Feature Story                                                              Thursday, Oct 19, 2017

 

Community

Kings and Queens of the Castle

Canadian Cancer Society and Camp Goodtimes help children forget about their illness with a weekend fun

Submitted by Jenna Wright, Canadian Cancer Society/Photos CCS

 

Some of the hundreds of kids stricken with cancer had the chance to get behind the wheel last weekend for some rip-roaring fun at Camp Goodtimes.

his past Saturday, October 14th, Castle Fun Park opened its doors early for 20 kids diagnosed with cancer and their families so they could escape the rain and have some fun for free. This is the second consecutive year that the Canadian Cancer Society’s Camp Goodtimes has partnered with Castle Fun Park.

Kids had an all access pass to enjoy the go-karts, batting cages, bumper cars and the mini golf course before the park was open to the public.

 

Cops for Cancer Tour de Valley riders and their families were also in attendance as each year Cops for Cancer raises funds for pediatric cancer research and support programs including Camp Goodtimes.

“Camp Goodtimes genuinely seeks to enrich the lives of so many deserving children and their wonderful families. It was our special privilege to host again this year and we hope our goal of providing a fun, carefree day continues to be a benefit to all of them,” says Madilynne Blakeburn, Sales Manager from Castle Fun Park.
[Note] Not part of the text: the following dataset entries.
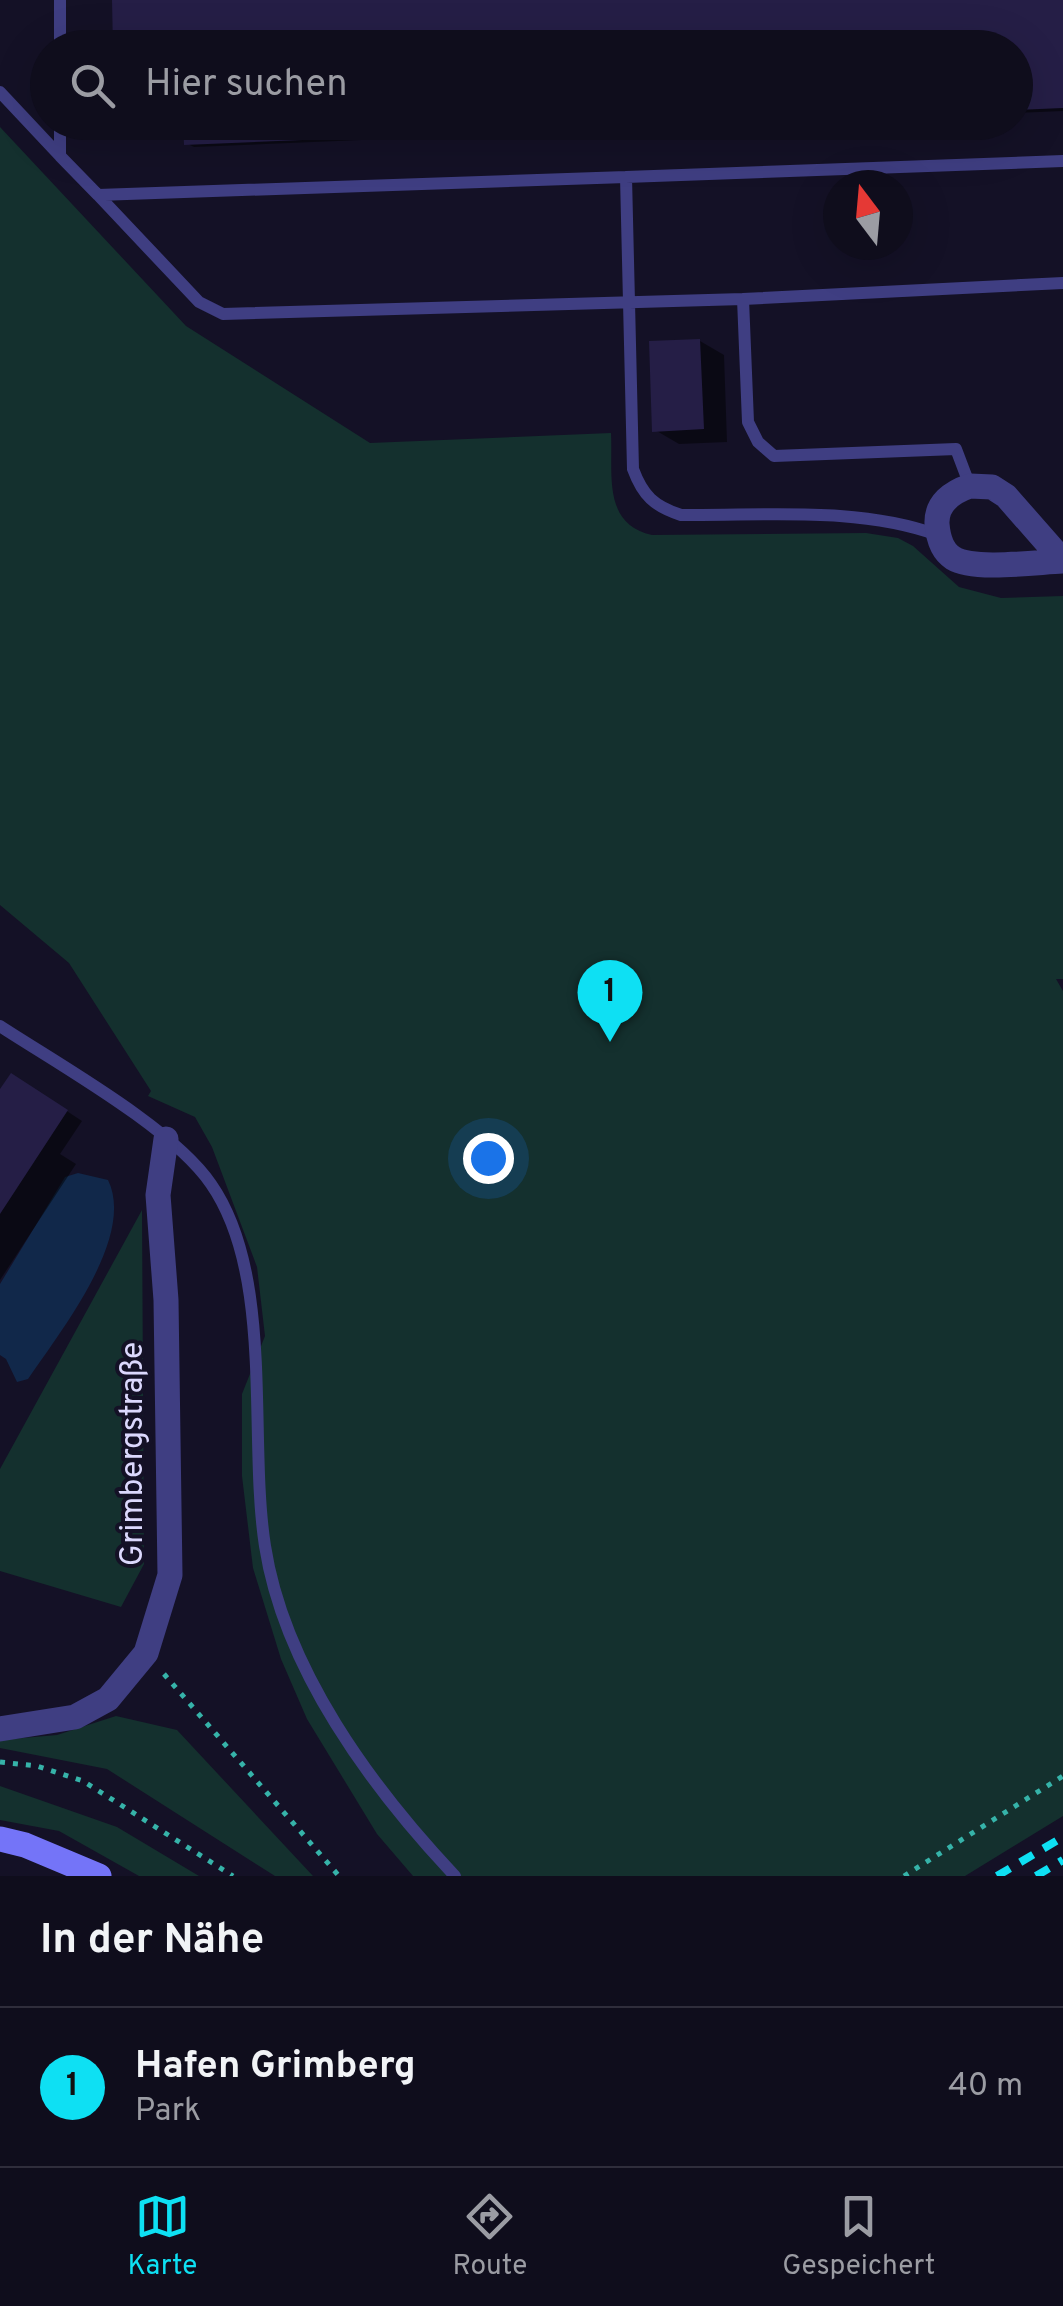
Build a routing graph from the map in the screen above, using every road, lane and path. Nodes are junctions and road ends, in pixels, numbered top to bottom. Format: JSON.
{"nodes":[{"id":1,"x":60,"y":0,"type":"edge"},
{"id":2,"x":60,"y":30,"type":"edge"},
{"id":3,"x":0,"y":92,"type":"edge"},
{"id":4,"x":30,"y":124,"type":"edge"},
{"id":5,"x":45,"y":140,"type":"edge"},
{"id":6,"x":60,"y":140,"type":"edge"},
{"id":7,"x":60,"y":156,"type":"junction"},
{"id":8,"x":1063,"y":161,"type":"edge"},
{"id":9,"x":626,"y":177,"type":"junction"},
{"id":10,"x":98,"y":195,"type":"junction"},
{"id":11,"x":1063,"y":283,"type":"edge"},
{"id":12,"x":742,"y":298,"type":"junction"},
{"id":13,"x":628,"y":303,"type":"junction"},
{"id":14,"x":970,"y":486,"type":"junction"},
{"id":15,"x":938,"y":534,"type":"junction"},
{"id":16,"x":1063,"y":561,"type":"edge"},
{"id":17,"x":0,"y":1026,"type":"edge"},
{"id":18,"x":166,"y":1138,"type":"junction"},
{"id":19,"x":146,"y":1653,"type":"junction"},
{"id":20,"x":0,"y":1729,"type":"edge"},
{"id":21,"x":0,"y":1762,"type":"edge"},
{"id":22,"x":1063,"y":1776,"type":"edge"},
{"id":23,"x":0,"y":1839,"type":"edge"},
{"id":24,"x":99,"y":1876,"type":"edge"},
{"id":25,"x":233,"y":1876,"type":"edge"},
{"id":26,"x":339,"y":1876,"type":"edge"},
{"id":27,"x":455,"y":1876,"type":"edge"},
{"id":28,"x":904,"y":1876,"type":"edge"}],
"edges":[{"from":1,"to":2,"type":"lane"},
{"from":3,"to":4,"type":"lane"},
{"from":5,"to":7,"type":"lane"},
{"from":6,"to":7,"type":"lane"},
{"from":7,"to":10,"type":"lane"},
{"from":8,"to":9,"type":"lane"},
{"from":9,"to":10,"type":"lane"},
{"from":9,"to":13,"type":"lane"},
{"from":10,"to":13,"type":"lane"},
{"from":11,"to":12,"type":"lane"},
{"from":12,"to":13,"type":"lane"},
{"from":12,"to":14,"type":"lane"},
{"from":13,"to":15,"type":"lane"},
{"from":14,"to":15,"type":"street"},
{"from":14,"to":16,"type":"street"},
{"from":15,"to":16,"type":"street"},
{"from":17,"to":18,"type":"lane"},
{"from":18,"to":19,"type":"street","name":"Grimbergstraße"},
{"from":18,"to":27,"type":"lane"},
{"from":19,"to":20,"type":"street","name":"Grimbergstraße"},
{"from":19,"to":26,"type":"path"},
{"from":21,"to":25,"type":"path"},
{"from":22,"to":28,"type":"path"},
{"from":23,"to":24,"type":"street"}]}
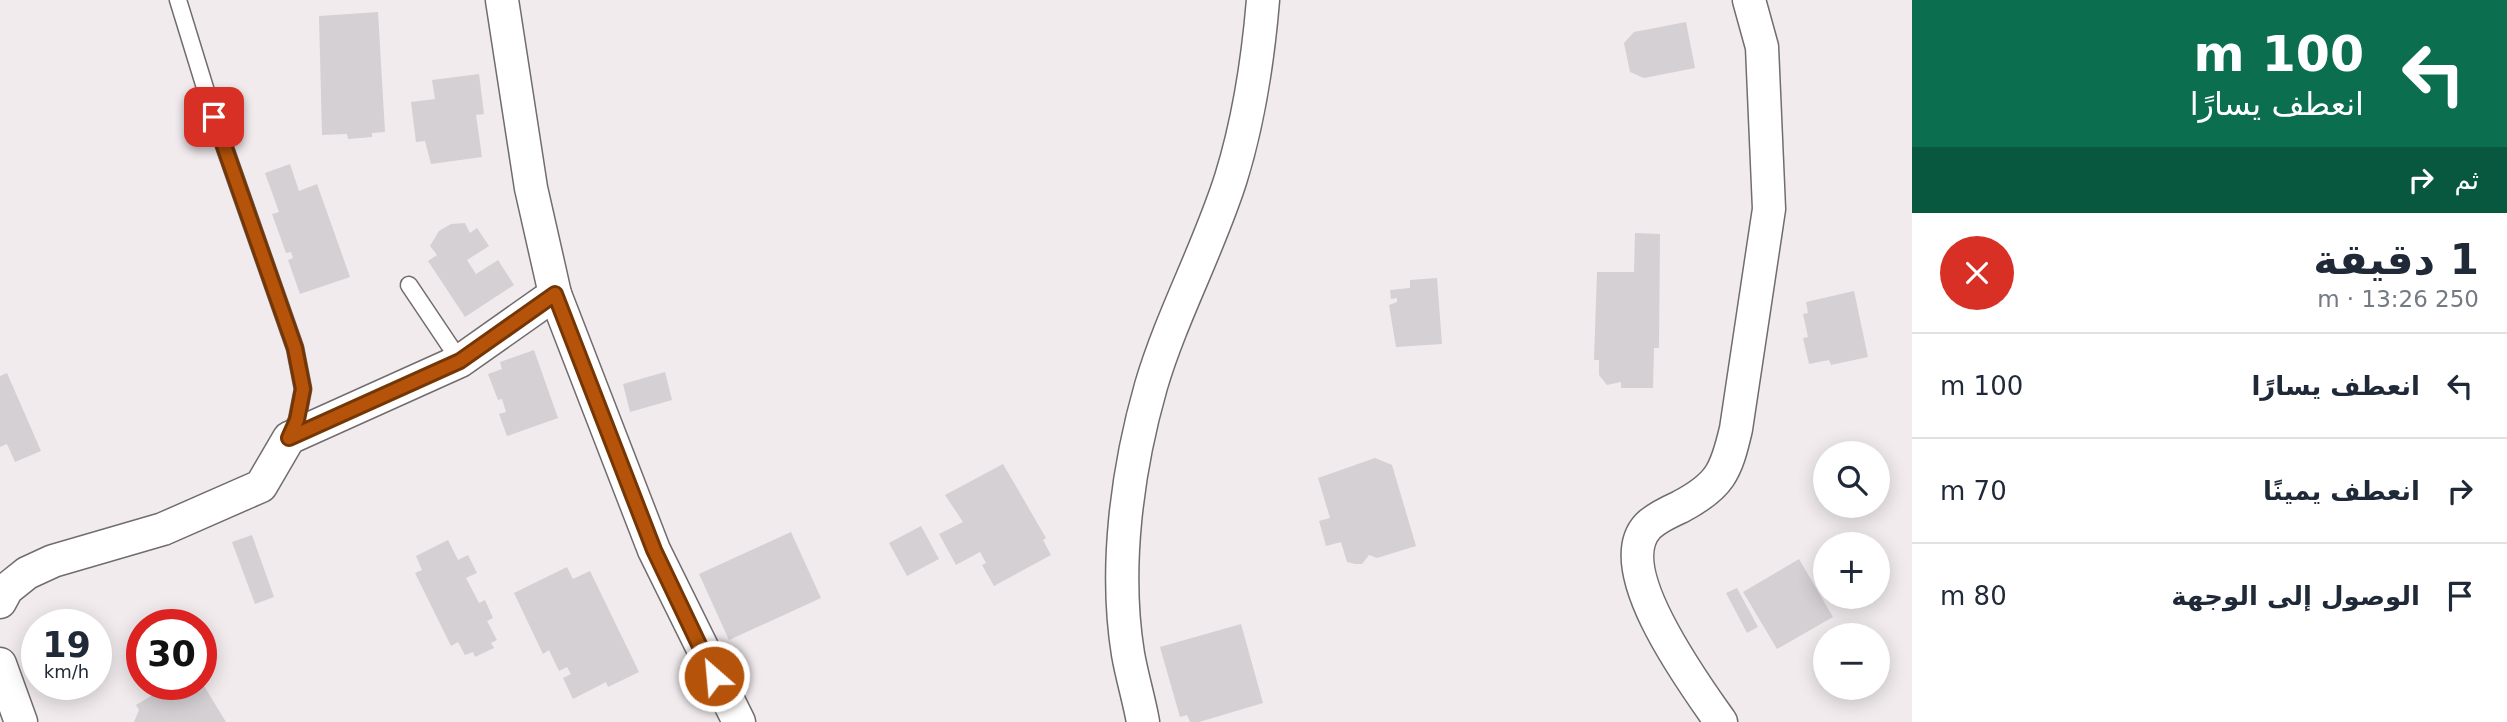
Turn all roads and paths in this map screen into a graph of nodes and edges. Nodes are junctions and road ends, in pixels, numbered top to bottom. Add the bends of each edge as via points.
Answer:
1 (178, 0) edge
2 (502, 0) edge
3 (1263, 0) edge
4 (1749, 0) edge
5 (409, 285) dead end
6 (555, 294) junction
7 (460, 361) junction
8 (289, 438) junction
9 (0, 602) edge
10 (0, 664) edge
11 (21, 722) edge
12 (739, 722) edge
13 (1143, 722) edge
14 (1721, 722) edge

1 - 8 lane via 295,348 303,389
2 - 6 street via 534,201
3 - 13 street via 1255,70 1231,179 1152,385 1134,460 1124,583 1128,653
4 - 14 street via 1762,47 1769,209 1736,429 1718,480 1707,493 1648,525 1636,550 1637,568 1667,640
5 - 7 lane
6 - 7 street
6 - 12 street via 654,550
7 - 8 street
8 - 9 street via 261,486 163,529 53,561 27,573 7,589
10 - 11 street

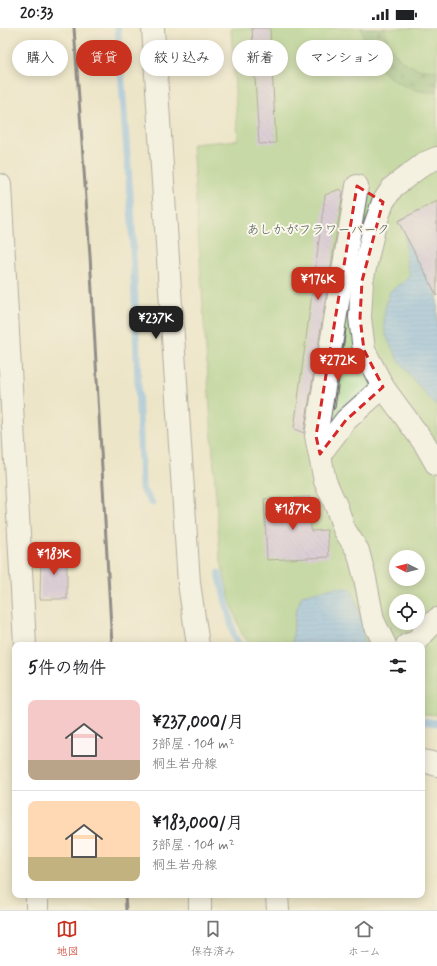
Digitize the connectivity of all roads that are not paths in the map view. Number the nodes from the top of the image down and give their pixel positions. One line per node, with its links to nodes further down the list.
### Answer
1 (153, 28): 10 (street)
2 (437, 158): 4 (street)
3 (0, 185): 9 (street)
4 (383, 202): 5 (street); 6 (street)
5 (383, 387): 6 (street); 7 (street)
6 (320, 454): 11 (street)
7 (437, 464)
8 (437, 619): 12 (street)
9 (25, 642)
10 (198, 642)
11 (384, 642)
12 (415, 642)
13 (425, 762): 14 (street)
14 (437, 765)
15 (37, 898): 18 (street)
16 (200, 898): 19 (street)
17 (277, 898): 20 (street)
18 (37, 910)
19 (200, 910)
20 (278, 910)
“It’s a great opportunity for families to re-connect with one another outside the camp or hospital environment,” explains Jenna Wright, Program Coordinator for Camp Goodtimes. “With over 100 participants here including campers, their families, some of our camp volunteers and staff as well as the Cops for Cancer riders, you can see the value of Castle Fun Park opening its doors for their community. We hope this partnership will continue and grow.”

 

This year, Camp Goodtimes welcomed 390 participants to its summer camp. The Canadian Cancer Society program also plans events year-round to ensure children and youth have multiple opportunities to just be kids, away from their diagnoses.

 

“Each one of these families has a story to tell,” explains Wright. “However, it’s opportunities like these that allow kids to just be kids, to step away from it all and just have fun.”

 

About Camp Goodtimes

Camp Goodtimes is a summer recreation program that provides a unique summer experience for children and teens affected by cancer and their families.

 

Set in the scenic landscape of Loon Lake in Maple Ridge, Camp Goodtimes provides a safety-focused, fun, recreational program at no cost to participants. Camp Goodtimes is accredited by the British Columbia Camping Association and the Canadian Association of Pediatric Oncology Camps (CAPOC).

 

Camp Goodtimes has medical supervision and other supports on-site. Participants experience adventure, take on challenges, form lasting friendships and unforgettable memories. Many children and teens are empowered by the time they spend at camp. Many families are renewed by time away without the stress of coping with cancer.